Hyperparameter optimization

For the HPO, a variety of training and architecture configurations have been stochastically tested using the Bayesian Optimization algorithm (Snoek et al. 2012). The Bayesian Optimization algorithm is a Gaussian process that evaluates the trained NN with a certain parameterization and thus models the parametrization space connected with the target function as a Gaussian process. The search for an optimal set of parameters is then guided towards parameterizations of the NN which lead to an optimum of the target function, the smallest calibration residual, respectively.
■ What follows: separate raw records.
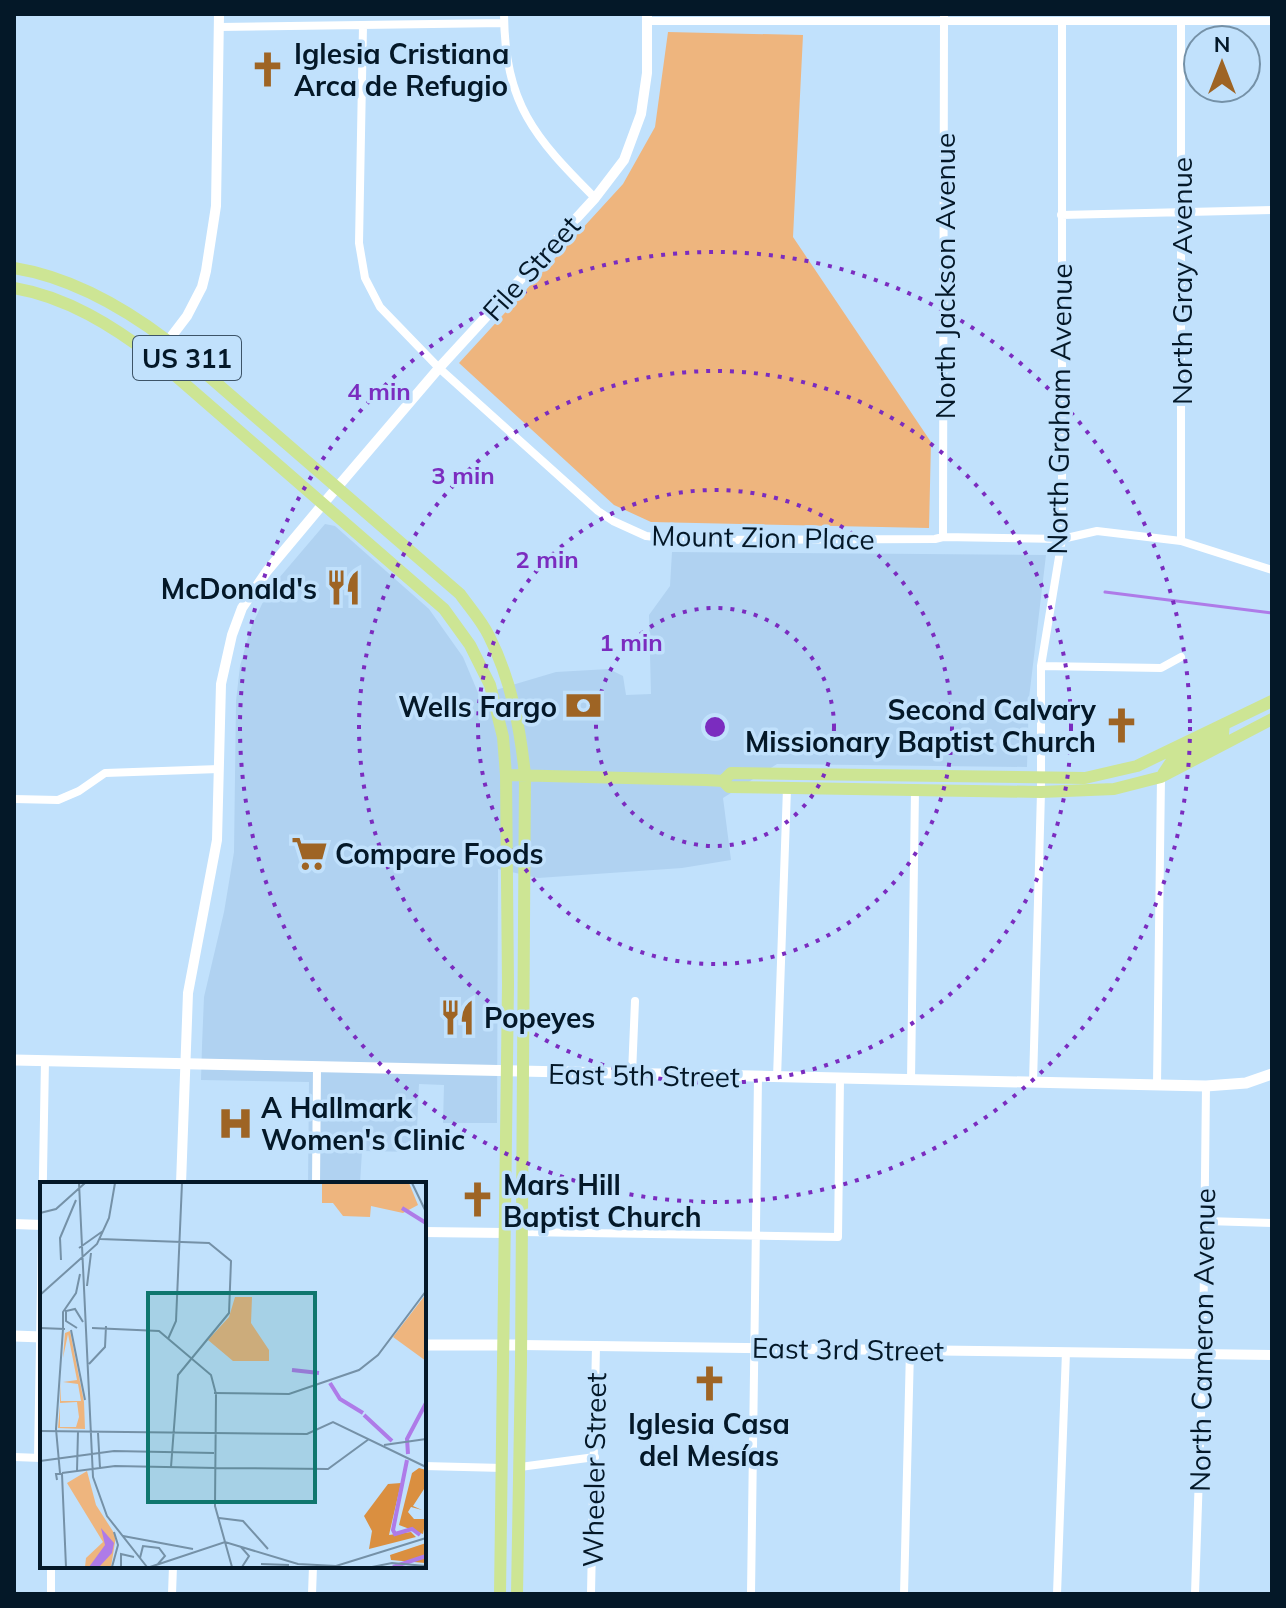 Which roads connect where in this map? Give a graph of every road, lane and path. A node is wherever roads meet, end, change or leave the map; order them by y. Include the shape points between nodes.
1 (219, 14) edge
2 (647, 17) edge
3 (504, 18) edge
4 (944, 18) edge
5 (1062, 21) junction
6 (1181, 21) junction
7 (1272, 21) edge
8 (363, 26) junction
9 (219, 27) junction
10 (595, 198) junction
11 (1272, 210) edge
12 (1181, 211) junction
13 (1061, 215) junction
14 (14, 268) edge
15 (14, 288) edge
16 (168, 341) junction
17 (155, 358) junction
18 (439, 368) junction
19 (337, 487) junction
20 (323, 504) junction
21 (943, 537) junction
22 (1062, 539) junction
23 (1181, 541) junction
24 (1272, 570) edge
25 (1181, 657) dead end
26 (1041, 666) junction
27 (1272, 701) edge
28 (1272, 719) edge
29 (1224, 724) junction
30 (219, 769) junction
31 (506, 775) junction
32 (525, 775) junction
33 (1161, 777) junction
34 (723, 781) junction
35 (1041, 785) junction
36 (787, 788) junction
37 (915, 790) junction
38 (14, 799) edge
39 (635, 1001) dead end
40 (14, 1060) edge
41 (45, 1060) junction
42 (184, 1063) junction
43 (317, 1067) junction
44 (507, 1069) junction
45 (524, 1072) junction
46 (632, 1074) junction
47 (1272, 1074) edge
48 (758, 1077) junction
49 (777, 1078) junction
50 (840, 1079) junction
51 (911, 1080) junction
52 (1033, 1083) junction
53 (1157, 1085) junction
54 (1206, 1086) junction
55 (42, 1182) edge
56 (181, 1182) edge
57 (316, 1182) edge
58 (1206, 1221) junction
59 (1272, 1223) edge
60 (14, 1224) edge
61 (40, 1225) edge
62 (426, 1232) edge
63 (522, 1232) junction
64 (505, 1233) junction
65 (756, 1234) junction
66 (14, 1336) edge
67 (40, 1337) edge
68 (426, 1345) edge
69 (521, 1345) junction
70 (505, 1346) junction
71 (596, 1346) junction
72 (754, 1348) junction
73 (910, 1350) junction
74 (1066, 1352) junction
75 (1203, 1354) junction
76 (1272, 1355) edge
77 (14, 1457) edge
78 (595, 1457) junction
79 (40, 1458) edge
80 (426, 1466) edge
81 (520, 1467) junction
82 (503, 1468) junction
83 (51, 1568) edge
84 (173, 1568) edge
85 (313, 1568) edge
86 (51, 1594) edge
87 (172, 1594) edge
88 (312, 1594) edge
89 (500, 1594) edge
90 (517, 1594) edge
91 (591, 1594) edge
92 (751, 1594) edge
93 (904, 1594) edge
94 (1057, 1594) edge
95 (1195, 1594) edge

1 - 9 street
2 - 4 street
2 - 10 street, File Street via 641,114 624,160
3 - 8 street
3 - 10 street via 509,64 523,112 542,142
4 - 5 street
4 - 21 street, North Jackson Avenue
5 - 6 street
5 - 13 street, North Graham Avenue
6 - 7 street
6 - 12 street, North Gray Avenue
8 - 9 street
8 - 18 street, Mount Zion Place via 361,261 380,307
9 - 16 street via 215,221 202,287
10 - 18 street, File Street
11 - 12 street
12 - 13 street
12 - 23 street, North Gray Avenue
13 - 22 street, North Graham Avenue
14 - 16 main road, US 311 via 86,291 138,318
15 - 17 main road, US 311 via 76,308
16 - 17 street
16 - 19 main road, US 311
17 - 20 main road, US 311
18 - 19 street, File Street
18 - 21 street, Mount Zion Place via 598,511 646,536 770,541
19 - 20 street, File Street
19 - 32 main road, US 311 via 460,594 488,634 521,732
20 - 30 street, File Street via 242,608 221,684
20 - 31 main road, US 311 via 444,609 470,645 490,685
21 - 22 street, Mount Zion Place
22 - 23 street, Mount Zion Place via 1097,531
22 - 26 street, North Graham Avenue
23 - 24 street, Mount Zion Place
25 - 26 street via 1161,668
26 - 35 street, North Graham Avenue
27 - 29 main road
28 - 33 main road
29 - 33 main road via 1223,734 1171,762
29 - 35 main road via 1137,766
30 - 38 street via 105,773 58,800
30 - 42 street, File Street via 217,840 192,961
31 - 32 main road
31 - 44 main road
32 - 34 main road
32 - 45 main road
33 - 35 main road via 1114,789
33 - 53 street
34 - 35 main road via 731,773
34 - 36 main road via 729,787
35 - 37 main road
35 - 52 street, North Graham Avenue
36 - 37 main road
36 - 49 street
37 - 51 street
39 - 46 street
40 - 41 main road, East 5th Street
41 - 42 main road, East 5th Street
41 - 55 street
42 - 43 main road, East 5th Street
42 - 56 street, File Street
43 - 44 main road, East 5th Street
43 - 57 street
44 - 45 main road, East 5th Street
44 - 64 main road
45 - 46 main road, East 5th Street
45 - 63 main road
46 - 48 main road, East 5th Street
47 - 54 main road, East 5th Street via 1246,1083
48 - 49 main road, East 5th Street
48 - 65 street
49 - 50 main road, East 5th Street
50 - 51 main road, East 5th Street
50 - 65 street via 838,1237
51 - 52 main road, East 5th Street
52 - 53 main road, East 5th Street
53 - 54 main road, East 5th Street
54 - 58 street, North Cameron Avenue
58 - 59 street
58 - 75 street, North Cameron Avenue
60 - 61 street
62 - 64 street
63 - 65 street
63 - 69 main road
64 - 70 main road
65 - 72 street
66 - 67 main road
68 - 70 main road, East 3rd Street
69 - 70 main road, East 3rd Street
69 - 71 street, East 3rd Street
69 - 81 main road
70 - 82 main road
71 - 72 street, East 3rd Street
71 - 78 street, Wheeler Street
72 - 73 street, East 3rd Street
72 - 92 street
73 - 74 street, East 3rd Street
73 - 93 street
74 - 75 street, East 3rd Street
74 - 94 street
75 - 76 street, East 3rd Street
75 - 95 street, North Cameron Avenue
77 - 79 street
78 - 81 street
78 - 91 street, Wheeler Street
80 - 82 street
81 - 90 main road
82 - 89 main road
83 - 86 street
84 - 87 street
85 - 88 street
For the HPO, a variety of parameters and parameter ranges have been investigated, including the number and sizes of neuron layers within the NN architecture, the kind of activation functions used, the batch size, the number of training epochs, the learning rate, and the parametrization of the step-decaying learning rate function.

Since the model must be evaluated for each parametrization tried, a randomly chosen subset of the mission data, representing about 16% of the whole data or roughly 750000 data points, has been chosen for the HPO. This was mainly done because of performance reason as it reduces the training time of each evaluation, but still represents enough data for the NN to converge to an optimum and the data to reflect well the distribution of the entire data set. In addition, this HPO data are divided into two parts, 80% or about 600000 data points of the HPO data being used for the training while 20% of the HPO data are being used to test the trained NN. This is a common technique in ML since 80% of the HPO data is a good representation of the distribution of the data and enough data points for training the ML model while the remaining 20% of the HPO data are still a significant part of the data to test whether the model also performs well on unseen data. The error values of the trained NN will be compared between the training and test dataset to detect possible overfitting as well as the performance of the model. The score of the evaluation is then set to the MSE of the test part of the dataset.
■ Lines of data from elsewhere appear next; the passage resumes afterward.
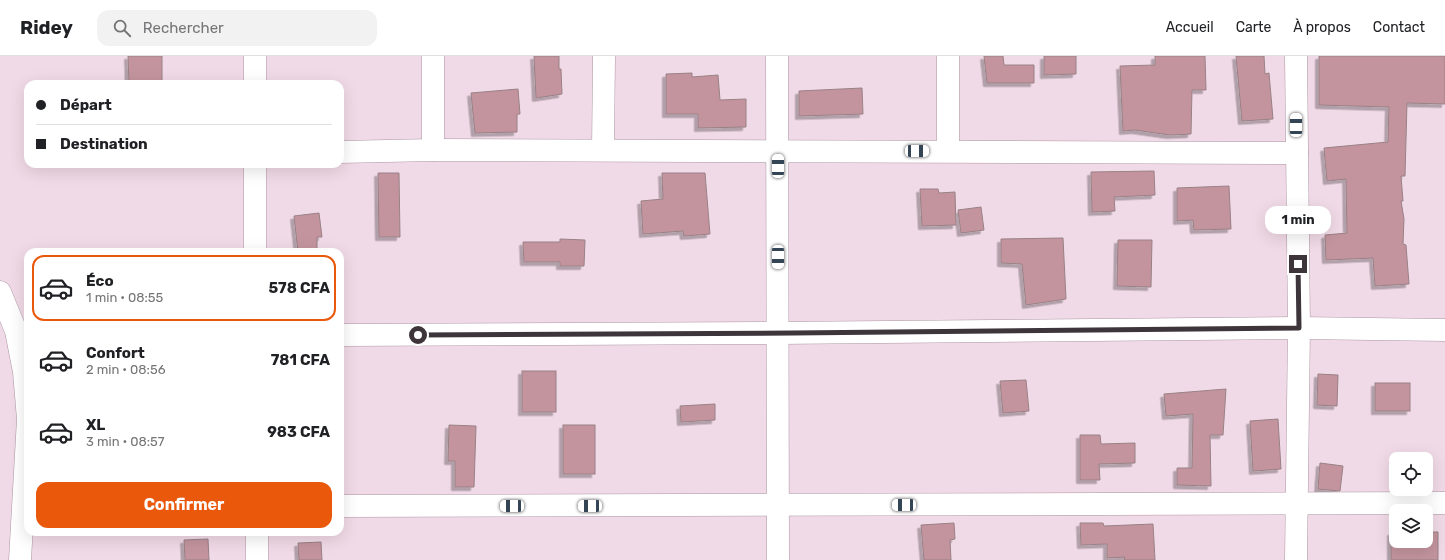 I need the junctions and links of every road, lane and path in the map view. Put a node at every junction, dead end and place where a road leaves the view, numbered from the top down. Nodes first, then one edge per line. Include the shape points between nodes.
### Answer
1 (255, 56) edge
2 (433, 56) edge
3 (604, 56) edge
4 (777, 56) edge
5 (948, 56) edge
6 (1296, 56) edge
7 (255, 80) edge
8 (433, 150) junction
9 (603, 150) junction
10 (778, 151) junction
11 (948, 151) junction
12 (344, 152) edge
13 (1297, 153) junction
14 (255, 168) edge
15 (256, 248) edge
16 (0, 292) edge
17 (1299, 328) junction
18 (1445, 330) edge
19 (15, 332) edge
20 (778, 333) junction
21 (344, 335) edge
22 (24, 372) edge
23 (24, 490) edge
24 (1296, 503) junction
25 (1445, 503) edge
26 (778, 505) junction
27 (344, 506) edge
28 (257, 536) edge
29 (20, 560) edge
30 (257, 560) edge
31 (778, 560) edge
32 (1296, 560) edge

1 - 7 street
2 - 8 street
3 - 9 street
4 - 10 street
5 - 11 street
6 - 13 street
8 - 9 street
8 - 12 street
9 - 10 street
10 - 11 street
10 - 20 street
11 - 13 street
13 - 17 street
14 - 15 street
16 - 19 street
17 - 18 street
17 - 20 street
17 - 24 street
19 - 22 street
20 - 21 street
20 - 26 street
23 - 29 street
24 - 25 street
24 - 26 street
24 - 32 street
26 - 27 street
26 - 31 street
28 - 30 street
The HPO resulted in the following parametrization of the NN: The learning rate was set to 0.01, the batch size to 1500, the number of epochs to 1200, the activation function as the Exponential Linear Unit (ELU) (Clevert et al. 2015), and the decaying function halving the learning rate every 90 epochs.

For the architecture of the NN, similar results have been suggested with a triangular-shaped architecture, consisting of a large first layer, a medium-sized second layer, and the output layer consisting of 3 neurons. Analysis has shown that with increasing layer sizes, the residual becomes smaller, but the further improvement was caused by reduced FAC amplitudes. Hence, a trade-off between a large architecture for a small residual and a small architecture that retains the FACs had to be found. Therefore, as a compromise, the architecture was set to consist of the first layer with 384 neurons, the second layer with 128, followed by the output layer with 3 neurons.
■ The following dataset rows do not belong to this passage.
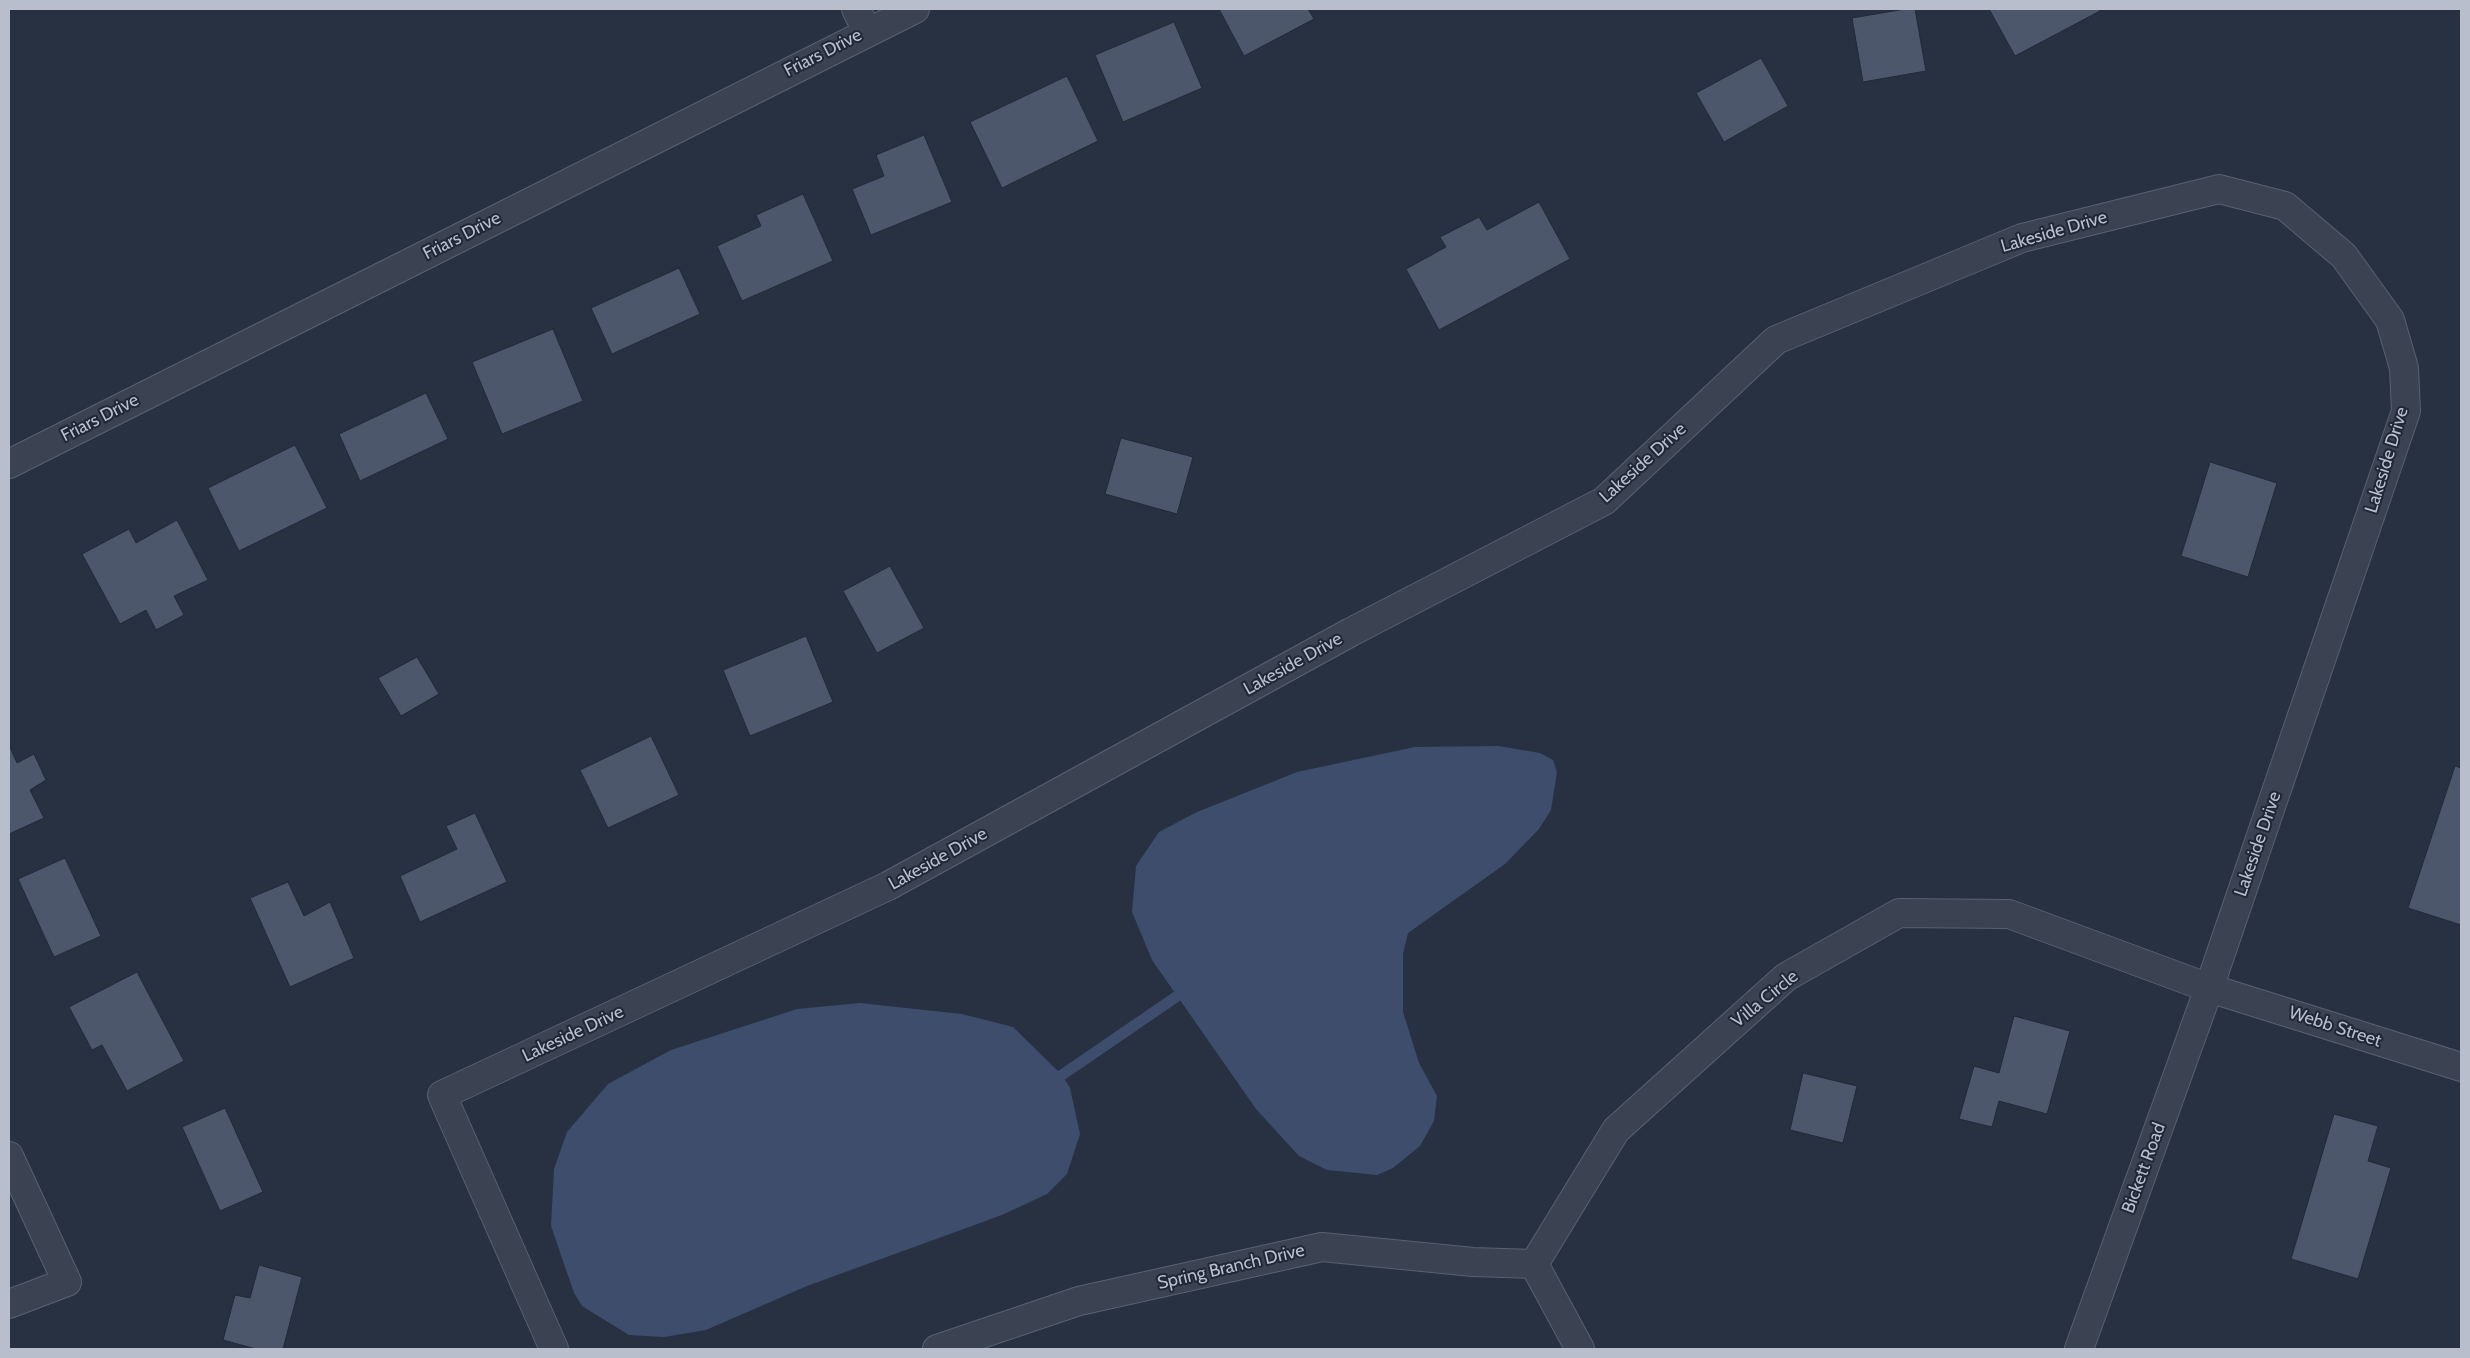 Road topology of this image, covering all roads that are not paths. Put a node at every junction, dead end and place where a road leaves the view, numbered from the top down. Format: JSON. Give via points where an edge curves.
{"nodes":[{"id":1,"x":915,"y":9,"type":"edge"},
{"id":2,"x":861,"y":20,"type":"edge"},
{"id":3,"x":9,"y":464,"type":"edge"},
{"id":4,"x":2209,"y":988,"type":"junction"},
{"id":5,"x":2461,"y":1067,"type":"edge"},
{"id":6,"x":9,"y":1156,"type":"edge"},
{"id":7,"x":1534,"y":1264,"type":"junction"},
{"id":8,"x":9,"y":1304,"type":"edge"},
{"id":9,"x":554,"y":1349,"type":"edge"},
{"id":10,"x":937,"y":1349,"type":"edge"},
{"id":11,"x":1580,"y":1349,"type":"edge"},
{"id":12,"x":2079,"y":1349,"type":"edge"}],
"edges":[{"from":1,"to":2,"type":"street","name":"Friars Drive"},
{"from":2,"to":3,"type":"street","name":"Friars Drive"},
{"from":4,"to":5,"type":"street","name":"Webb Street"},
{"from":4,"to":7,"type":"street","name":"Villa Circle","via":[[2009,914],[1899,913],[1786,977],[1616,1130]]},
{"from":4,"to":9,"type":"street","name":"Lakeside Drive","via":[[2406,411],[2404,368],[2390,320],[2344,256],[2285,206],[2219,190],[2022,238],[1776,340],[1604,500],[1351,632],[888,886],[442,1095]]},
{"from":4,"to":12,"type":"street","name":"Bickett Road"},
{"from":6,"to":8,"type":"street","via":[[67,1282]]},
{"from":7,"to":10,"type":"street","name":"Spring Branch Drive","via":[[1473,1262],[1322,1247],[1080,1301]]},
{"from":7,"to":11,"type":"street"}]}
Fine-tuning and timeshift analysis

After using the found parametrization for the architecture and training of the NN, the global model was trained on all available data of the mission. Again, a split of 80% of the about 4.8 million data points for the training and 20% of the data points for testing has been used. Similar to before, this is a common step in ML to evaluate the model’s quality by evaluating the model on unseen test data. In a second step, this global model was fine-tuned with the monthly data of the different months using following NN parameters: 200 epochs and a small learning rate of 0.00001, allowing only for small specific adjustments. Thus, a different calibration is found for each month which is derived from the same initial global calibration.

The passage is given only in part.